§ Stored dataset items:
============================================================

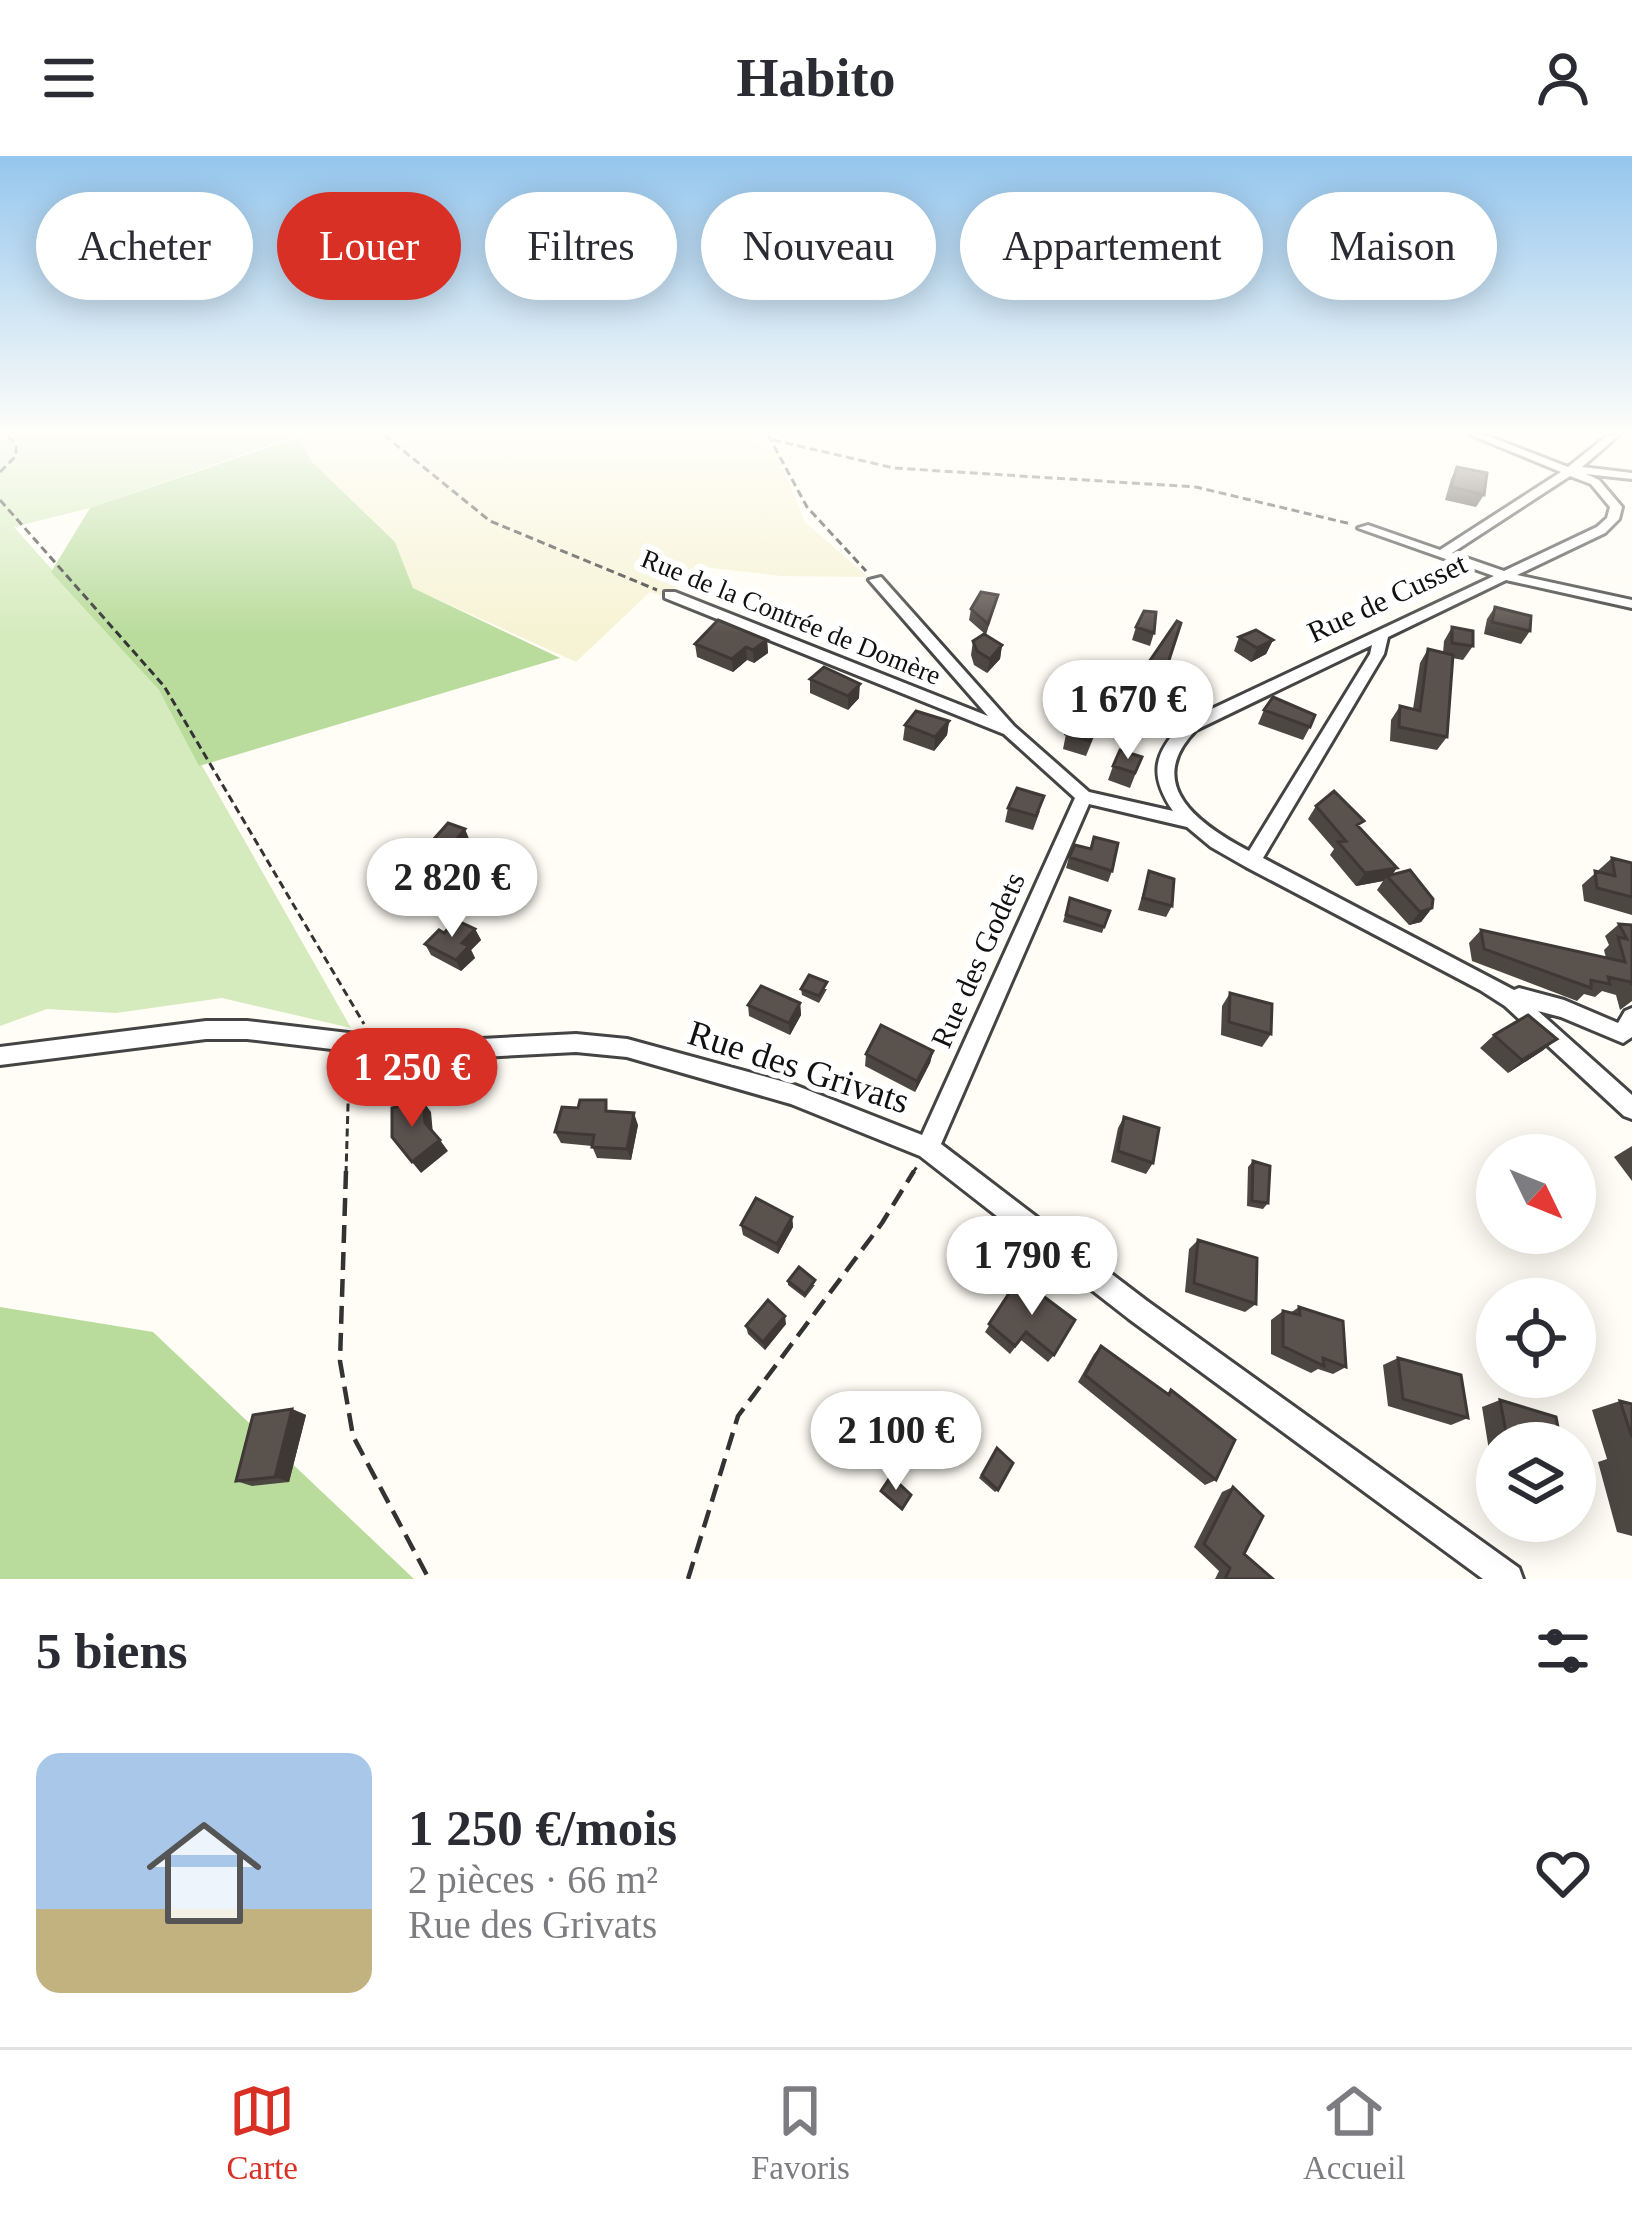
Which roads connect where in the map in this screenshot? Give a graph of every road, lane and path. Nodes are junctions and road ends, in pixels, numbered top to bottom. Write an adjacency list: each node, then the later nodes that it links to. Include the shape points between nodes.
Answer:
1 (1, 501): 20 (path, via 164,686)
2 (466, 501): 11 (path, Rue de la Contrée de Domère, via 490,521)
3 (804, 501): 10 (path)
4 (1272, 501): 7 (path)
5 (1523, 501): 8 (street)
6 (1613, 501): 9 (street, Rue de Cusset, via 1613,519 1600,530)
7 (1364, 528): 8 (street)
8 (1442, 554): 9 (street)
9 (1505, 576): 12 (street); 13 (street, Rue de Cusset)
10 (876, 580): 14 (street)
11 (670, 595): 14 (street, Rue de la Contrée de Domère)
12 (1632, 604)
13 (1382, 634): 16 (street, Rue de Cusset, via 1175,738 1165,781); 17 (street)
14 (1010, 730): 15 (street, Rue de la Contrée de Domère)
15 (1084, 796): 16 (street, Rue de la Contrée de Domère); 23 (street, Rue des Godets)
16 (1188, 821): 17 (street)
17 (1252, 862): 18 (street)
18 (1512, 1000): 19 (street, via 1564,1009 1624,1034); 22 (street)
19 (1632, 1017)
20 (375, 1042): 21 (street, Rue des Grivats, via 206,1030); 23 (street, Rue des Grivats, via 424,1052 576,1043 627,1048 792,1094); 24 (path, via 349,1071 340,1361 353,1436)
21 (0, 1056)
22 (1632, 1105)
23 (928, 1148): 25 (path, via 738,1416); 26 (street, Rue des Grivats)
24 (429, 1579)
25 (688, 1579)
26 (1508, 1579)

============================================================

§ THE TASK:
Output every record verbatim, skipping images.

§ RESPONSE TO THIS TASK:
Which roads connect where in the map in this screenshot? Give a graph of every road, lane and path. Nodes are junctions and road ends, in pixels, numbered top to bottom. Write an adjacency list: each node, then the later nodes that it links to. Include the shape points between nodes.
Answer:
1 (1, 501): 20 (path, via 164,686)
2 (466, 501): 11 (path, Rue de la Contrée de Domère, via 490,521)
3 (804, 501): 10 (path)
4 (1272, 501): 7 (path)
5 (1523, 501): 8 (street)
6 (1613, 501): 9 (street, Rue de Cusset, via 1613,519 1600,530)
7 (1364, 528): 8 (street)
8 (1442, 554): 9 (street)
9 (1505, 576): 12 (street); 13 (street, Rue de Cusset)
10 (876, 580): 14 (street)
11 (670, 595): 14 (street, Rue de la Contrée de Domère)
12 (1632, 604)
13 (1382, 634): 16 (street, Rue de Cusset, via 1175,738 1165,781); 17 (street)
14 (1010, 730): 15 (street, Rue de la Contrée de Domère)
15 (1084, 796): 16 (street, Rue de la Contrée de Domère); 23 (street, Rue des Godets)
16 (1188, 821): 17 (street)
17 (1252, 862): 18 (street)
18 (1512, 1000): 19 (street, via 1564,1009 1624,1034); 22 (street)
19 (1632, 1017)
20 (375, 1042): 21 (street, Rue des Grivats, via 206,1030); 23 (street, Rue des Grivats, via 424,1052 576,1043 627,1048 792,1094); 24 (path, via 349,1071 340,1361 353,1436)
21 (0, 1056)
22 (1632, 1105)
23 (928, 1148): 25 (path, via 738,1416); 26 (street, Rue des Grivats)
24 (429, 1579)
25 (688, 1579)
26 (1508, 1579)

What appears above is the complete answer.